1. Control the border
…Round-the-clock drone flights to monitor activity, multi-layer, strategic fencing in urban areas, and vastly improved communication between state and federal authorities.
(So they can ground the drones whenever they want to)

2. Create a 21st Century Visa Program
…A biometric, tamper-proof card.
(let everyone in)

3. “In-source” the best brains in the world
…Allow easier transition from an F (student) visa to an H1-B (high-skill) visa.
…Allow qualified foreign students to transition immediately into the American workforce.
(Make it easier for foreign students to compete against Americans for jobs and keep wages down)

4. Allow foreigners, who want to spend money, invest and create jobs in America to do so.

(What he is saying here is to do away with the $1 million minimum investment required for an EB-5 program that allows foreigners to move here. Open business based on the foreigner’s skill to raise American capital, as long as he employees people for 10 years)

Also
…More consular staff and a video interview program… … to create more tourism jobs.

(Newt points out that we loose millions of tourist a year do to illegal immigration)

(Make it easier for the rich to retire in America)

5. There has to be a legal quest worker program, but its management must be outsourced to a sophisticated manager of anti-fraud systems, such as American Express, Visa, or Mastercard.

(Replace E-Verify for guest workers and pay corporations for providing biometric cards)

6. Create a path to earned legality for some of the millions of people who are here outside the law.

(Oh, there are only 8 to 12 million illegal aliens)

…”A citizens’ review” “in individual communities” to “determine who will continue on this path to legality, and who will be sent home.”
(to insure that communities remain segregated)

…”those here outside the law will be granted Temporary Legal Status”
(All of them)

…”must be able to prove that they can independently pay for private health insurance”
…”proficiency in English within a certain number of years”
(Is he talking about those that have already been here 25 years? My neighbor wouldn’t qualify)

…”pay a penalty of at least $5,000”
(Each of their kids cost the taxpayer approximately $130,000 for kindergarten thru 12th grade)
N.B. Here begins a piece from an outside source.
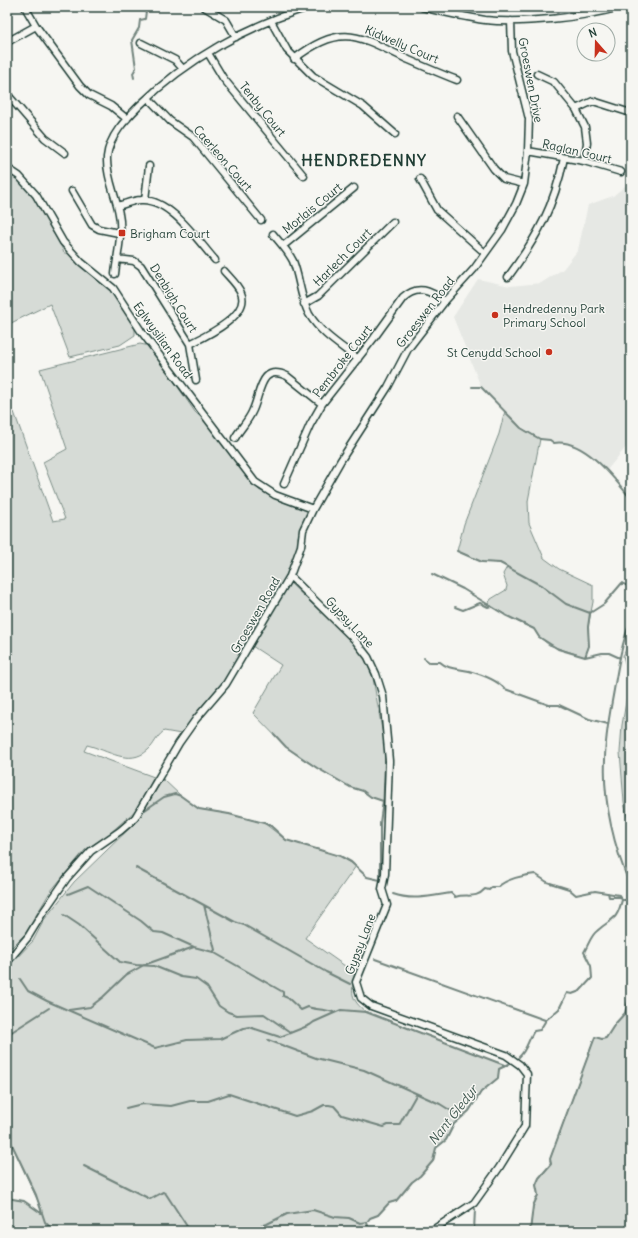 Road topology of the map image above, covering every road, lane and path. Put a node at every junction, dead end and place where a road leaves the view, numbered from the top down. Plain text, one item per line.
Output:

…”prove on a regular basis that they can support themselves”

7. Deportation of criminals and gang members should be efficient and fast.
(Nothing about sanctuary cities)

8. Ensure that every new citizen and every young American learn American history and the key principles of American Exceptionalism.

9. English must be the official language of government.

10. Young non-citizens who came to the United States outside the law should have the same right to join the military and earn citizenship.

…there will not be an option to petition for legal status and citizenship for their parents…


28 posted on 11/28/2011 6:24:03 AM PST by Haddit (Heartless)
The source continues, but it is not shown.